Work request -> Check every line of the data for the string "them" and copy the ones that have it.

Data extract ->
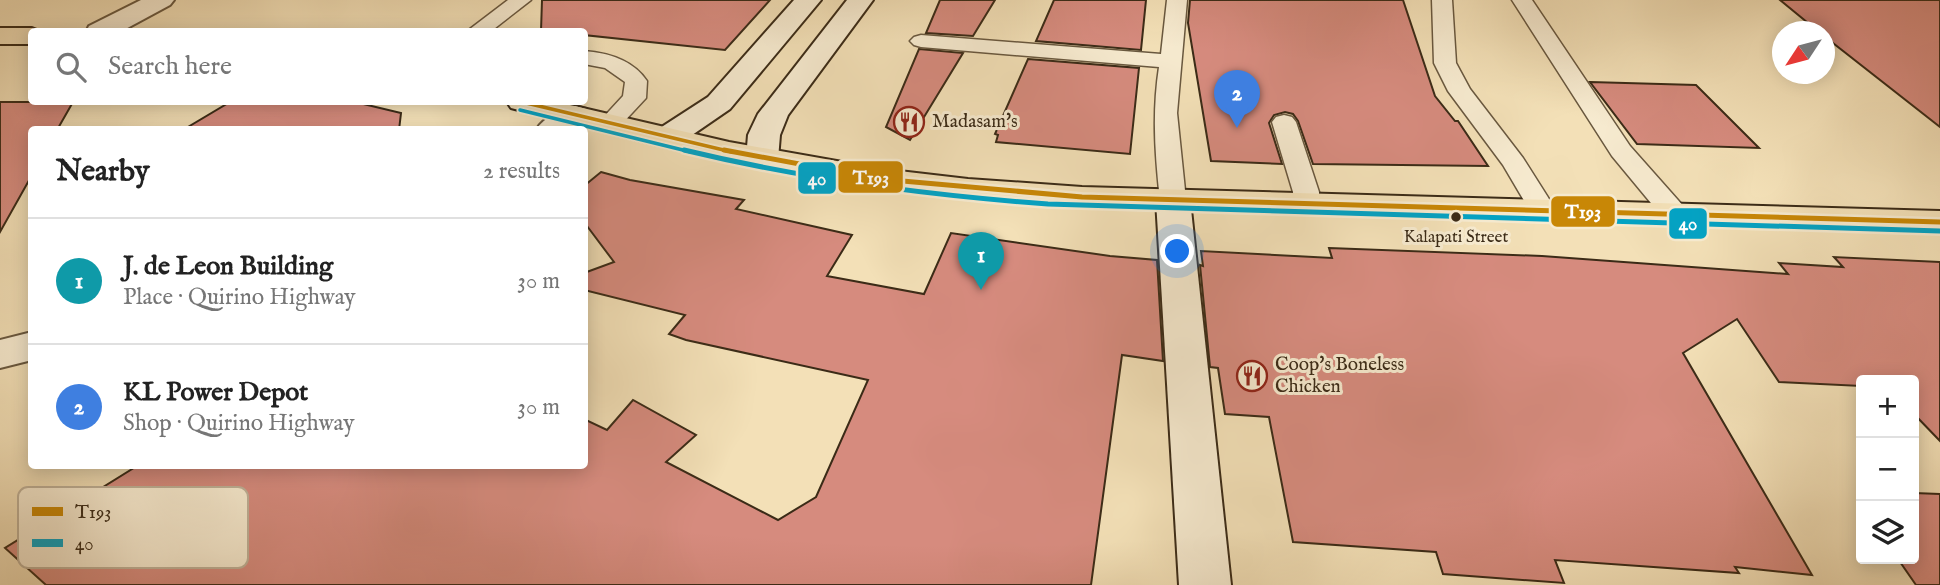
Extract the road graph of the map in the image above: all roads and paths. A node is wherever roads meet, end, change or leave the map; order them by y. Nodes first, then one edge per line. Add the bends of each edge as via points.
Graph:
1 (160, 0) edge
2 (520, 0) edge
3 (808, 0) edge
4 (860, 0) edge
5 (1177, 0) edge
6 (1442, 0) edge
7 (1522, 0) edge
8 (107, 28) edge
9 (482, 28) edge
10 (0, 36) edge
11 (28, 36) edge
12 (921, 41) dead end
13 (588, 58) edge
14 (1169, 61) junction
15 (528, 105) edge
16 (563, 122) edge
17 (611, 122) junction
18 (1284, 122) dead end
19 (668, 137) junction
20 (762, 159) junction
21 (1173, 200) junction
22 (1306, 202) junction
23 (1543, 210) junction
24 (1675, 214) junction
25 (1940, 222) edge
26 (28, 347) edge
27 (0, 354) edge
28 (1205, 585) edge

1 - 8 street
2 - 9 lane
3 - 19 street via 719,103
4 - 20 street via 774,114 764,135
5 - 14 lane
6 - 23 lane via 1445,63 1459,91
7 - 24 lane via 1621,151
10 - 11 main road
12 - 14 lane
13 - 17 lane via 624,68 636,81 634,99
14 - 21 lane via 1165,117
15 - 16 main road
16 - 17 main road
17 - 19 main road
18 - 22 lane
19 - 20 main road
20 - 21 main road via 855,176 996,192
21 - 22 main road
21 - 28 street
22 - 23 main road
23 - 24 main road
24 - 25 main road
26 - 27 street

* * *

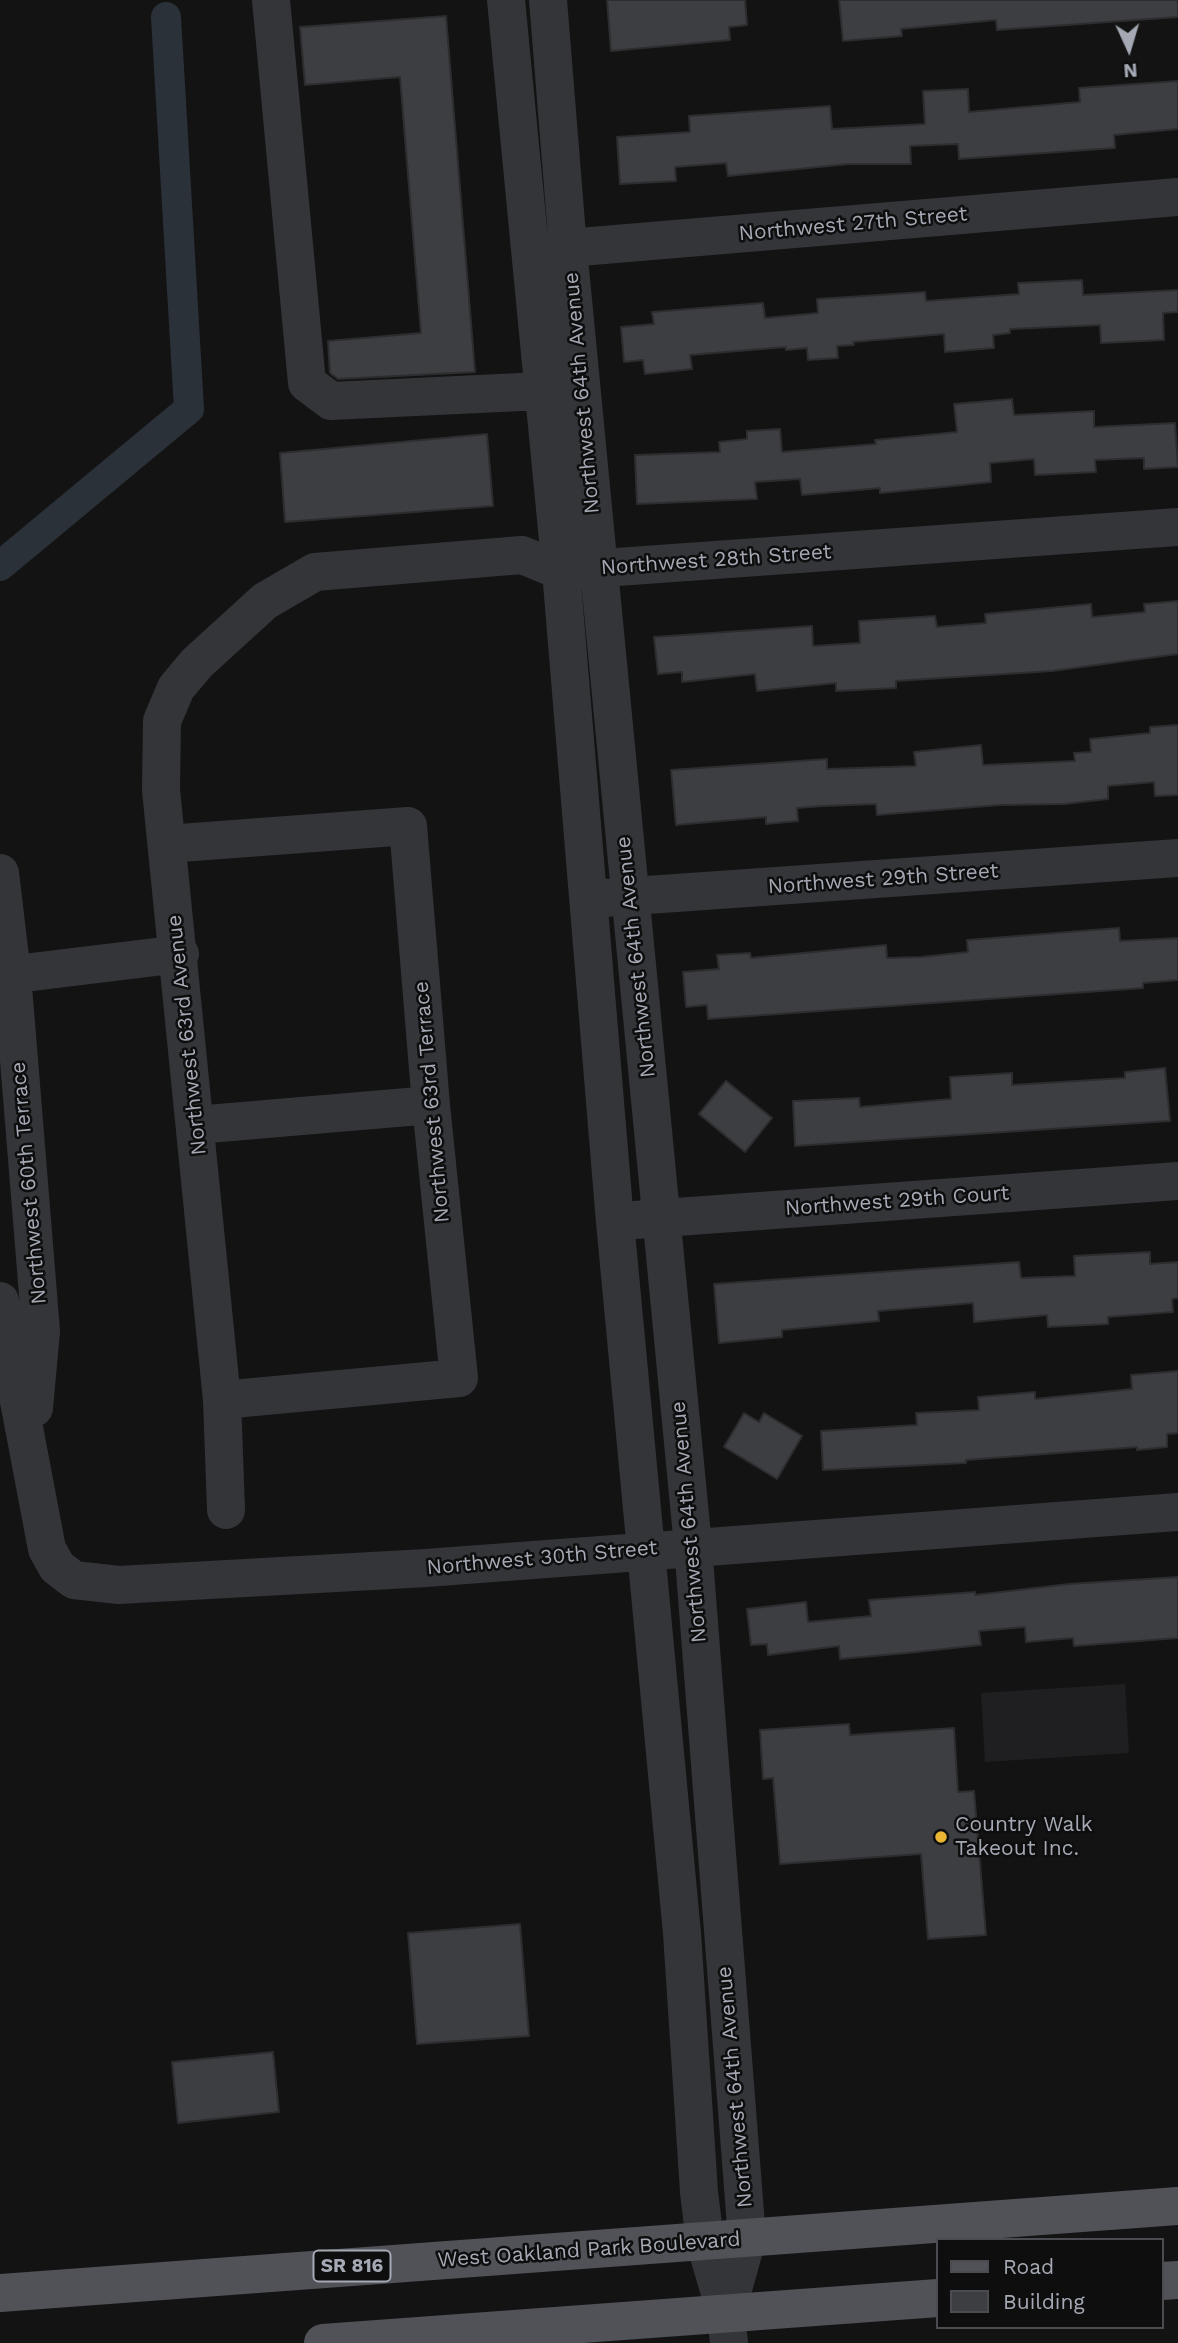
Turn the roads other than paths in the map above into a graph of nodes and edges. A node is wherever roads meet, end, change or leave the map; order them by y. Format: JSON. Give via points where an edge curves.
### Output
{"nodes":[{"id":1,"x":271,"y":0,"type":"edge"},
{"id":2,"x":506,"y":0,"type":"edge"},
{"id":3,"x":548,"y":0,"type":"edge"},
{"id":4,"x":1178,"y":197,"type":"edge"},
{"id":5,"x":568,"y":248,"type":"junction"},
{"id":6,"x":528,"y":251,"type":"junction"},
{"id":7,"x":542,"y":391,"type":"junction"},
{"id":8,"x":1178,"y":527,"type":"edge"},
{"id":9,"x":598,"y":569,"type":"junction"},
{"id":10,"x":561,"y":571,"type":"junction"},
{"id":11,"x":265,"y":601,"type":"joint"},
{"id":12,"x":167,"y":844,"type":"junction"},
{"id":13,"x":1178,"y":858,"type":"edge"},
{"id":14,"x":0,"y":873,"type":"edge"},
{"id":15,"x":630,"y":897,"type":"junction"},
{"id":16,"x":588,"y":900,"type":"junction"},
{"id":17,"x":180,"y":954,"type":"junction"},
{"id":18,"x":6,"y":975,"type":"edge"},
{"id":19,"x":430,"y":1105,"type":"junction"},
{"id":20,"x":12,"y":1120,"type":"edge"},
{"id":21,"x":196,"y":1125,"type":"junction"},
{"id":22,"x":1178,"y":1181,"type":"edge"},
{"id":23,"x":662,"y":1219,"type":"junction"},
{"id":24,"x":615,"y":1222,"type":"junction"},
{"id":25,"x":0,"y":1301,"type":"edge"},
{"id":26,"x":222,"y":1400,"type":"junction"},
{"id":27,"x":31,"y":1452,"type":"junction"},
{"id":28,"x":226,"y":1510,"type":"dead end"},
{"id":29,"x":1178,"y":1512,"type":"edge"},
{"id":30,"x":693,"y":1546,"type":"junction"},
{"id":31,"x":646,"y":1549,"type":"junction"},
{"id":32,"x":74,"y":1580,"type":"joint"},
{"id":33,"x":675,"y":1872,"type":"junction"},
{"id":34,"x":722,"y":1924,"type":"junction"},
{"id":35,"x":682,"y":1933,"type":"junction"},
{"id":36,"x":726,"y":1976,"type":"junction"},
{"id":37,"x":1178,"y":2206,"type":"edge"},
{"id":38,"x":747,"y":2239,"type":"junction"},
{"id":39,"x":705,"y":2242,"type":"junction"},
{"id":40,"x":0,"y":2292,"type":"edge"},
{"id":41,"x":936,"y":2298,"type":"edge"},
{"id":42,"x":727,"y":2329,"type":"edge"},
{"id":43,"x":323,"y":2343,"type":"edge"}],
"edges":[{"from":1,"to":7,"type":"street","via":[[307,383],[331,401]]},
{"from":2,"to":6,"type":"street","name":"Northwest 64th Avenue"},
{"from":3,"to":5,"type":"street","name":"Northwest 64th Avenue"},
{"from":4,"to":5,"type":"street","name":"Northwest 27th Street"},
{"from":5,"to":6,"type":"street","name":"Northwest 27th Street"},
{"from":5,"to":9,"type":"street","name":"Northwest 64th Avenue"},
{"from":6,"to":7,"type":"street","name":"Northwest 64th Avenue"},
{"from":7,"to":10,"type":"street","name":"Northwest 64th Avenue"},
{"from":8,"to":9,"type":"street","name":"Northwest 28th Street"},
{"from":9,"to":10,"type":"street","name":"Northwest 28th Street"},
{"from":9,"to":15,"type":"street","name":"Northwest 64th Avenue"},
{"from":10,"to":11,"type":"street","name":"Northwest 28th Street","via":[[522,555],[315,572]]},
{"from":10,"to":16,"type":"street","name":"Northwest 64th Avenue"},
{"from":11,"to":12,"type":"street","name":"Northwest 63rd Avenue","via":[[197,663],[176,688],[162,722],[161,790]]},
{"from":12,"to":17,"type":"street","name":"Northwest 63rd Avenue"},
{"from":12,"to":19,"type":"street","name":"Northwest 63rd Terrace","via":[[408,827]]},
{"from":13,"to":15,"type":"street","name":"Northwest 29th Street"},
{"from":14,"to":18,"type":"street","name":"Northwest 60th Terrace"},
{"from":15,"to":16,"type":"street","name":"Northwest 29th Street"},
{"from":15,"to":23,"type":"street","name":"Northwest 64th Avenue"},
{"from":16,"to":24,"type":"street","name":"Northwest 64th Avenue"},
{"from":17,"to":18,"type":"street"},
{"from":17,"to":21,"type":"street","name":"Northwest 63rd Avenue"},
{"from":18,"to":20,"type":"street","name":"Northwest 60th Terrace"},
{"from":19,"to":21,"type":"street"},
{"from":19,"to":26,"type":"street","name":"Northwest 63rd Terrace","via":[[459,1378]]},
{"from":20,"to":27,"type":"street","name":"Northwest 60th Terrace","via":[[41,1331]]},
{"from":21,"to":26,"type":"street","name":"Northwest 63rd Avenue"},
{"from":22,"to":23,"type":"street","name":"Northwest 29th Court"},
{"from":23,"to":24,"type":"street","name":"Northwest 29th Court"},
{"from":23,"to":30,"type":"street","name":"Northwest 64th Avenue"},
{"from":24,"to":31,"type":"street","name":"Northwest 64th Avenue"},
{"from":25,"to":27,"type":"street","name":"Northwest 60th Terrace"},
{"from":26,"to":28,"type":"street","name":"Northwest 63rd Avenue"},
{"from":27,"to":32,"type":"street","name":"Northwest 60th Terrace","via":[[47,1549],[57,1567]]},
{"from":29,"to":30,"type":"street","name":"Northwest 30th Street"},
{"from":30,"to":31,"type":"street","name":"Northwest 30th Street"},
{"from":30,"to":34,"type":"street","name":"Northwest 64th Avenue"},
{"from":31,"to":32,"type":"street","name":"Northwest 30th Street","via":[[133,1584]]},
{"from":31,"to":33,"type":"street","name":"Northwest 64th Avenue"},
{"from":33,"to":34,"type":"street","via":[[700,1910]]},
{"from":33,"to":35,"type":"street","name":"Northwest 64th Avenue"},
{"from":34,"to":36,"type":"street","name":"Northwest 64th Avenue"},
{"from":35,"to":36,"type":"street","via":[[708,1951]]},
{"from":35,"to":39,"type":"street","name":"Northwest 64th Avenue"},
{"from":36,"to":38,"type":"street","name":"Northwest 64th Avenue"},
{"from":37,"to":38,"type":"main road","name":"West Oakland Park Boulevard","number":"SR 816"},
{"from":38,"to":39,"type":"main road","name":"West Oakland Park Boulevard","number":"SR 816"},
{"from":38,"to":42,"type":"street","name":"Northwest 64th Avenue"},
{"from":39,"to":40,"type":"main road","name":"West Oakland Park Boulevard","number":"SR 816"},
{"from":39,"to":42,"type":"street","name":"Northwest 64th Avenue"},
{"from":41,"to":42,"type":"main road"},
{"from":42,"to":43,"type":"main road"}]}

--

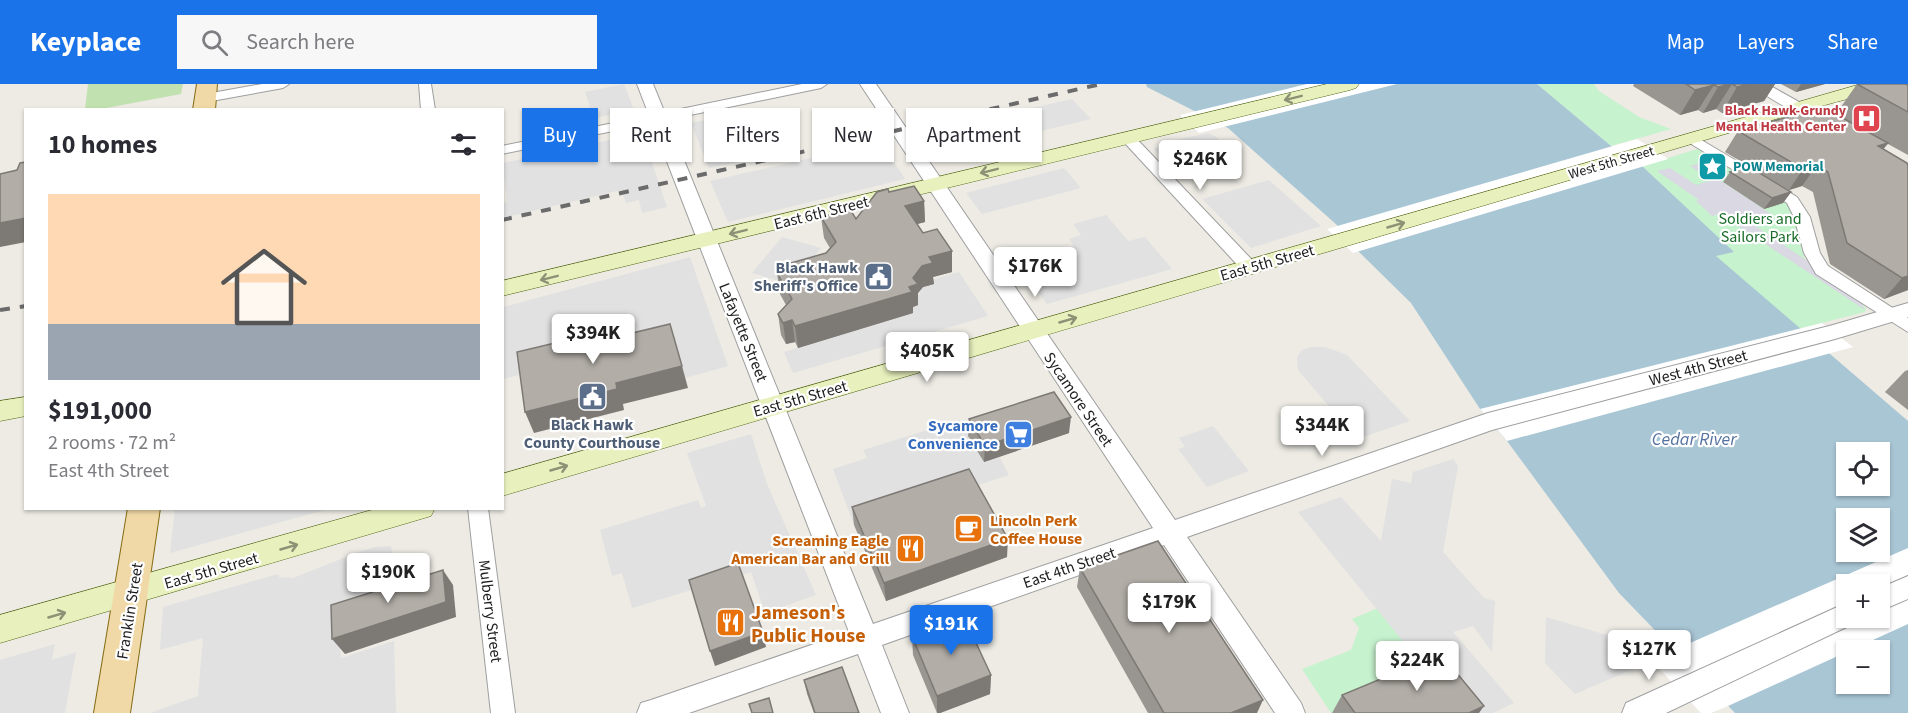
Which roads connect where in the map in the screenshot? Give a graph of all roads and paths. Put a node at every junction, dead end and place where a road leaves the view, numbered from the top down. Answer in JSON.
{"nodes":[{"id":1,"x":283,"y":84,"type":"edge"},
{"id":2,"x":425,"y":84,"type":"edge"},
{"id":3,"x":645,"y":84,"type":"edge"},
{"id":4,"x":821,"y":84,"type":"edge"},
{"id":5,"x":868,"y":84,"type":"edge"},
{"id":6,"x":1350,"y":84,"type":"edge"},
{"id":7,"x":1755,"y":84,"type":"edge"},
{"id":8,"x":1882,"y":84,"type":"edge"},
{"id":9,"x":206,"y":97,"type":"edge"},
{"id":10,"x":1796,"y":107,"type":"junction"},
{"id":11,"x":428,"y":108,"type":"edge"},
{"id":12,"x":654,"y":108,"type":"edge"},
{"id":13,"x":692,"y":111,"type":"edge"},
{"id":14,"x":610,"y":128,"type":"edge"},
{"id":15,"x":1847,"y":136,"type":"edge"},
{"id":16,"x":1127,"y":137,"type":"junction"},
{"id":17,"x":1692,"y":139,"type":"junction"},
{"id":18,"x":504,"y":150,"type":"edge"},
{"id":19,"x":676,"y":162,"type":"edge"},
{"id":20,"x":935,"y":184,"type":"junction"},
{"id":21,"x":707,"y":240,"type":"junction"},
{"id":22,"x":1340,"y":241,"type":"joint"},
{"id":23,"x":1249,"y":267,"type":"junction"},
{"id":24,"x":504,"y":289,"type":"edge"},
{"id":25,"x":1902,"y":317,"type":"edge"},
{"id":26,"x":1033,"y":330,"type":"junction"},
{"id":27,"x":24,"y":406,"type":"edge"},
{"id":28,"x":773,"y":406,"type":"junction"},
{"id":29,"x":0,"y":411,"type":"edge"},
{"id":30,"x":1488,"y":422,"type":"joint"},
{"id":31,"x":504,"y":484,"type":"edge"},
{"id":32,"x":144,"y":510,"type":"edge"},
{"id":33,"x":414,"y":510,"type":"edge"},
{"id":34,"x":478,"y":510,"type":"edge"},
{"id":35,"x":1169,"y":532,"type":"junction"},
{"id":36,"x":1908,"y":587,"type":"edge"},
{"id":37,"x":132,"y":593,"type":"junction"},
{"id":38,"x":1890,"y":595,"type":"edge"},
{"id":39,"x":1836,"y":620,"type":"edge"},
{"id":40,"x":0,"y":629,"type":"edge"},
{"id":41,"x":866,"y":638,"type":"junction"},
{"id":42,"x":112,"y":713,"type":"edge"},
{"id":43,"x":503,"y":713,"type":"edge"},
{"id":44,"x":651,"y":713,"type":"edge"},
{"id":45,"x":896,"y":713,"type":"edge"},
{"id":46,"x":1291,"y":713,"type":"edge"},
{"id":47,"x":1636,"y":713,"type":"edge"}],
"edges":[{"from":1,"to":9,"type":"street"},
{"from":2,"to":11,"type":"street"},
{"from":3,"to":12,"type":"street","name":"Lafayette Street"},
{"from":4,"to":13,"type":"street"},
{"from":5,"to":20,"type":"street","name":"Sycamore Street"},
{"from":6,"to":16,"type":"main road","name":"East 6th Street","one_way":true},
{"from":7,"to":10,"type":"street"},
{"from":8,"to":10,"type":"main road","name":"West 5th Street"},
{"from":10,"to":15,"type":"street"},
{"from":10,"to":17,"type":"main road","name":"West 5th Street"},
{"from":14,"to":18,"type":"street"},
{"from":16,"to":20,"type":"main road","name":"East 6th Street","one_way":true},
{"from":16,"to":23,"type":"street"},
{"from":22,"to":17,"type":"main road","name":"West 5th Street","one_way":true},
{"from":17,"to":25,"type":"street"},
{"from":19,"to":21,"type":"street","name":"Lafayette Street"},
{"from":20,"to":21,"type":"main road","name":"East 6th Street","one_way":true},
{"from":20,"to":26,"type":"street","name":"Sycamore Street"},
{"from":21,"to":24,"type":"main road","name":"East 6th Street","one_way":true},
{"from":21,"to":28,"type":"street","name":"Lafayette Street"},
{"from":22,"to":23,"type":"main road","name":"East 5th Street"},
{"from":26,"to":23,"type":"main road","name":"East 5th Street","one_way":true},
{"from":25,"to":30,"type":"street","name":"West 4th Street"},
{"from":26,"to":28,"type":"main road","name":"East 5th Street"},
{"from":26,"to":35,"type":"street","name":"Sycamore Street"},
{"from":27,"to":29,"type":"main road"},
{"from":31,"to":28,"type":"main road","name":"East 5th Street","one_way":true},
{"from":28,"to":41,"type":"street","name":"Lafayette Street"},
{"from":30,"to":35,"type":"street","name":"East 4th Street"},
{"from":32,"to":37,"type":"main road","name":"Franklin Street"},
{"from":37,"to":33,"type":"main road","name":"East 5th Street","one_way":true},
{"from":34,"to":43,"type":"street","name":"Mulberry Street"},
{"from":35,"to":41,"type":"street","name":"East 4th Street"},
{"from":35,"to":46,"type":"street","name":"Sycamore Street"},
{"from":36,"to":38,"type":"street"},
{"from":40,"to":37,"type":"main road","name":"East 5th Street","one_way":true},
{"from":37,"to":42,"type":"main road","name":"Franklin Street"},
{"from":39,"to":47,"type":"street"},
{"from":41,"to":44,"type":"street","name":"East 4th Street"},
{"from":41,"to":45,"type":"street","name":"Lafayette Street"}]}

Solution ->
Extract the road graph of the map in the image above: all roads and paths. A node is wherever roads meet, end, change or leave the map; order them by y. Nodes first, then one edge per line. Add the bends of each edge as via points.
Turn the roads other than paths in the map above into a graph of nodes and edges. A node is wherever roads meet, end, change or leave the map; order them by y. Format: JSON. Give via points where an edge curves.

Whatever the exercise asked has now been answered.